Sara Dickinson is the Senior Manager of Educational Outreach here at the Art Gallery of Hamilton. She brought her established “Learning Through the Arts” program to the AGH in 2018, and has made significant strides in expanding the Gallery’s educational outreach throughout Hamilton.
I sat down with Sara to discuss her work growing arts education in the classroom, the Gallery, and across the city.
Connor: Much of your work is involved in working with the communities around us, so let’s start off with discussing your relationship to Hamilton. How do you see the city and its role in your program?
Sara: I see an amazing combination of urban, industrial, and natural beauty. There’s so much change going on all around the city and I find it very inspiring. I grew up in Grimsby and my father worked at Barton and Kenilworth, so we were downtown a lot as kids. I lived in Toronto for a number of years, but it has been very exciting to move back to Hamilton, to a city in transition with a strong relationship with its arts community.
The timing was right to introduce a new arts education program here, using the arts as a tool to engage kids in exploring core subjects like math, science, and language. I was thrilled to be given the opportunity to work on this with schools in the city.
In the program, local Artist-Educators collaborate with teachers to create dynamic arts-based activities in visual art, film, drama, dance, and music, bringing to life issues like global warming, water pollution, and immigration. To name a few of the amazing projects, students are writing raps about mental health, creating documentaries about refugees in Hamilton, developing scenes about the Battle of Stoney Creek, and making sculptures promoting recycling. It’s an opportunity for teachers to experience how the arts can deepen the learning and engagement of students. They’re collaborating, problem solving, thinking critically, and having a really good time. Our goal is to inspire teachers to continue these projects after the artists have left the classroom.

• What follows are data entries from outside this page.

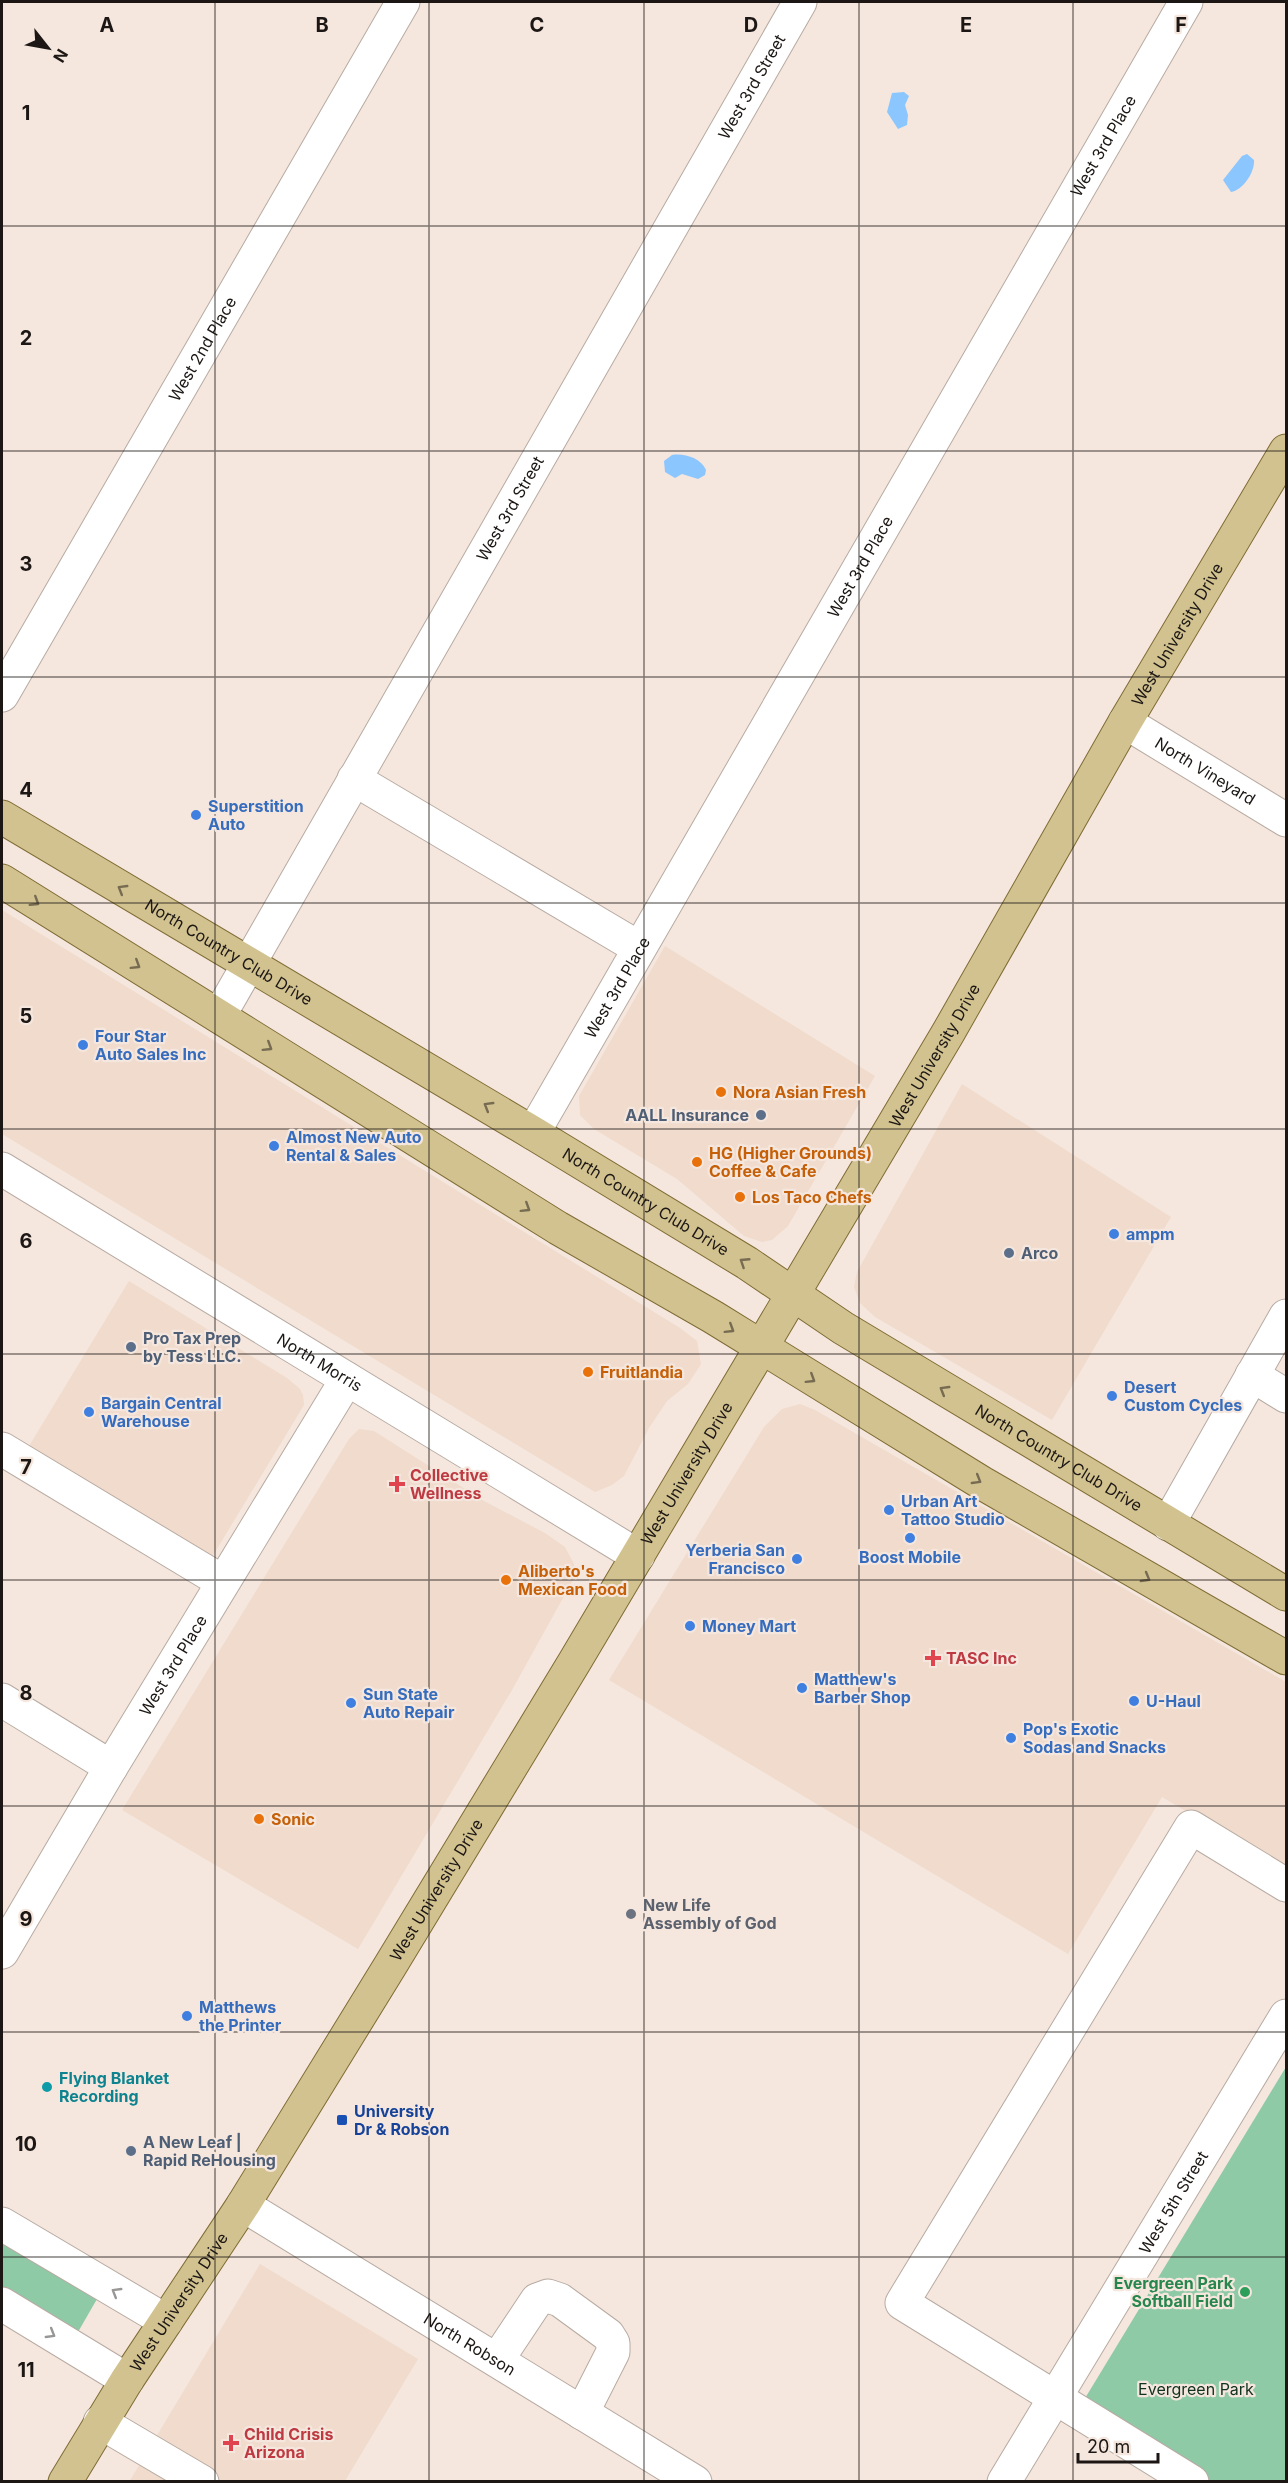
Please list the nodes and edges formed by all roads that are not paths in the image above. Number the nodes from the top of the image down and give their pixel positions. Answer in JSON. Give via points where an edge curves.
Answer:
{"nodes":[{"id":1,"x":404,"y":2,"type":"edge"},
{"id":2,"x":800,"y":2,"type":"edge"},
{"id":3,"x":1186,"y":2,"type":"edge"},
{"id":4,"x":1287,"y":451,"type":"edge"},
{"id":5,"x":2,"y":695,"type":"edge"},
{"id":6,"x":1125,"y":722,"type":"junction"},
{"id":7,"x":354,"y":779,"type":"junction"},
{"id":8,"x":2,"y":817,"type":"edge"},
{"id":9,"x":1287,"y":820,"type":"edge"},
{"id":10,"x":2,"y":882,"type":"edge"},
{"id":11,"x":639,"y":948,"type":"junction"},
{"id":12,"x":249,"y":964,"type":"junction"},
{"id":13,"x":219,"y":1016,"type":"junction"},
{"id":14,"x":533,"y":1133,"type":"junction"},
{"id":15,"x":2,"y":1169,"type":"edge"},
{"id":16,"x":792,"y":1296,"type":"junction"},
{"id":17,"x":1287,"y":1316,"type":"edge"},
{"id":18,"x":761,"y":1348,"type":"junction"},
{"id":19,"x":1252,"y":1375,"type":"junction"},
{"id":20,"x":347,"y":1379,"type":"junction"},
{"id":21,"x":1287,"y":1396,"type":"edge"},
{"id":22,"x":2,"y":1449,"type":"edge"},
{"id":23,"x":1168,"y":1524,"type":"junction"},
{"id":24,"x":638,"y":1556,"type":"junction"},
{"id":25,"x":223,"y":1582,"type":"junction"},
{"id":26,"x":1287,"y":1594,"type":"edge"},
{"id":27,"x":1287,"y":1658,"type":"edge"},
{"id":28,"x":2,"y":1700,"type":"edge"},
{"id":29,"x":111,"y":1767,"type":"junction"},
{"id":30,"x":1287,"y":1885,"type":"edge"},
{"id":31,"x":2,"y":1952,"type":"edge"},
{"id":32,"x":1287,"y":2016,"type":"edge"},
{"id":33,"x":243,"y":2205,"type":"junction"},
{"id":34,"x":2,"y":2224,"type":"edge"},
{"id":35,"x":2,"y":2304,"type":"edge"},
{"id":36,"x":166,"y":2321,"type":"junction"},
{"id":37,"x":497,"y":2360,"type":"junction"},
{"id":38,"x":127,"y":2380,"type":"junction"},
{"id":39,"x":1055,"y":2398,"type":"junction"},
{"id":40,"x":582,"y":2412,"type":"junction"},
{"id":41,"x":100,"y":2422,"type":"junction"},
{"id":42,"x":64,"y":2481,"type":"edge"},
{"id":43,"x":202,"y":2481,"type":"edge"},
{"id":44,"x":695,"y":2481,"type":"edge"},
{"id":45,"x":1005,"y":2481,"type":"edge"},
{"id":46,"x":1192,"y":2481,"type":"edge"}],
"edges":[{"from":1,"to":5,"type":"street","name":"West 2nd Place"},
{"from":2,"to":7,"type":"street","name":"West 3rd Street"},
{"from":3,"to":11,"type":"street","name":"West 3rd Place"},
{"from":4,"to":6,"type":"main road","name":"West University Drive"},
{"from":6,"to":9,"type":"street","name":"North Vineyard"},
{"from":6,"to":16,"type":"main road","name":"West University Drive"},
{"from":7,"to":11,"type":"street"},
{"from":7,"to":12,"type":"street","name":"West 3rd Street"},
{"from":12,"to":8,"type":"main road","name":"North Country Club Drive","one_way":true},
{"from":10,"to":13,"type":"main road","one_way":true},
{"from":11,"to":14,"type":"street","name":"West 3rd Place"},
{"from":12,"to":13,"type":"street","name":"West 3rd Street"},
{"from":14,"to":12,"type":"main road","name":"North Country Club Drive","one_way":true},
{"from":13,"to":18,"type":"main road","one_way":true,"via":[[549,1222]]},
{"from":16,"to":14,"type":"main road","name":"North Country Club Drive","one_way":true,"via":[[747,1263]]},
{"from":15,"to":20,"type":"street","name":"North Morris"},
{"from":16,"to":18,"type":"main road","name":"West University Drive"},
{"from":23,"to":16,"type":"main road","name":"North Country Club Drive","one_way":true},
{"from":17,"to":19,"type":"street"},
{"from":18,"to":24,"type":"main road","name":"West University Drive"},
{"from":18,"to":27,"type":"main road","one_way":true,"via":[[982,1484]]},
{"from":19,"to":21,"type":"street"},
{"from":19,"to":23,"type":"street"},
{"from":20,"to":24,"type":"street","name":"North Morris"},
{"from":20,"to":25,"type":"street","name":"West 3rd Place"},
{"from":22,"to":25,"type":"street"},
{"from":23,"to":26,"type":"main road","name":"North Country Club Drive"},
{"from":24,"to":33,"type":"main road","name":"West University Drive"},
{"from":25,"to":29,"type":"street","name":"West 3rd Place"},
{"from":28,"to":29,"type":"street"},
{"from":29,"to":31,"type":"street","name":"West 3rd Place"},
{"from":30,"to":39,"type":"street","via":[[1191,1827],[902,2303]]},
{"from":32,"to":39,"type":"street","name":"West 5th Street"},
{"from":33,"to":36,"type":"main road","name":"West University Drive"},
{"from":33,"to":37,"type":"street","name":"North Robson"},
{"from":36,"to":34,"type":"street","one_way":true},
{"from":35,"to":38,"type":"street","one_way":true},
{"from":36,"to":38,"type":"main road","name":"West University Drive"},
{"from":37,"to":40,"type":"street","name":"North Robson"},
{"from":37,"to":40,"type":"street","via":[[537,2300],[548,2296],[560,2300],[608,2335],[613,2343],[613,2352]]},
{"from":38,"to":41,"type":"main road","name":"West University Drive"},
{"from":39,"to":45,"type":"street","name":"West 5th Street"},
{"from":39,"to":46,"type":"street"},
{"from":40,"to":44,"type":"street","name":"North Robson"},
{"from":41,"to":42,"type":"main road","name":"West University Drive"},
{"from":41,"to":43,"type":"street"}]}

We are coming up to our first anniversary in our new home at the AGH and its been a great year, with over 5000 students participating in the program in 170 classrooms throughout Hamilton.
Connor: With that initial success established, how do you view the program’s goals moving forward?
Sara: Our goal is to continue to develop and grow the program, reaching as many students and teachers as possible. We are really excited about our new offering starting in September with a 5th visit to the AGH. Up until now, our program consisted of 4 artist visits to each participating AGH: In-Class classroom. Now, as part of the package, each class will be invited to the gallery for a ½ day tour and arts experience.
Connor: That’s exciting to hear about, as it seems to shift the comfort zones of both educators and their students. Do you think that’s part of the responsibility of being one of the city’s arts institutions – to be actively involved in teaching art?
Sara: I do. I think as an art institution, we want to create an environment that inspires creativity, challenges perspectives, and develops a conversation that includes everyone. The Gallery offers so many hands-on opportunities for learning, and I think that is so important. The 5th visit to the gallery is going to be really impactful for students and teachers who’ve already been inspired by working with a professional artist, and I think it will deepen their experience here. It’s all about accessibility, about making the Gallery doors as open to everyone as possible. We want everyone to feel welcomed and part of the Gallery.
Connor: It sounds like the projects represent yet another “access point” – as Tobi and I discussed in our interview – that yields another audience that wouldn’t necessarily feel excited about our exhibitions unless first primed to be excited about art in general.
Sara: That’s what we’re hoping for – kids will feel empowered, having created art with an artist in a classroom, and that will change their experience in art galleries. Positioning the Gallery visit at the end of their four in-class days makes the trip that much more exciting and rewarding. We want kids to leave and feel excited not only about making more art, but making more trips to art galleries.
Connor: The strength of the program seems to be an extending of the space of arts learning through to the classroom and Gallery, out into the city. This same impulse seems to be at the core of the Community Corridor project. Tell us about that!
Sara: We had the opportunity to work in partnership with Metrolinx, the Hamilton Community Benefits Network, and the HWDSB to create art to cover a couple of the expropriated buildings along the proposed LRT line, that have been vacated and sitting empty for the past year. Artist-Educator Nancy Benoy worked with students from Dalewood Middle School and Cootes Paradise in Westdale to create murals, portraits, and paintings that celebrated the vibrancy of their community. You can see their work on Main West between Paisley and Bond. Visual artist and filmmaker, Vanessa Crosby Ramsay, lead students from Delta and Sir John A. MacDonald on a photography and visual arts project. Their work explored the symbolic meaning of the circle in showing unity, closure, strength, and balance, reflecting on their feelings around the closure of their schools and the creation of a new school community. You can see their work at 696 King East.
We try to integrate a community-building experiences in all our programming, whether it’s the classroom community, the school community, or the city.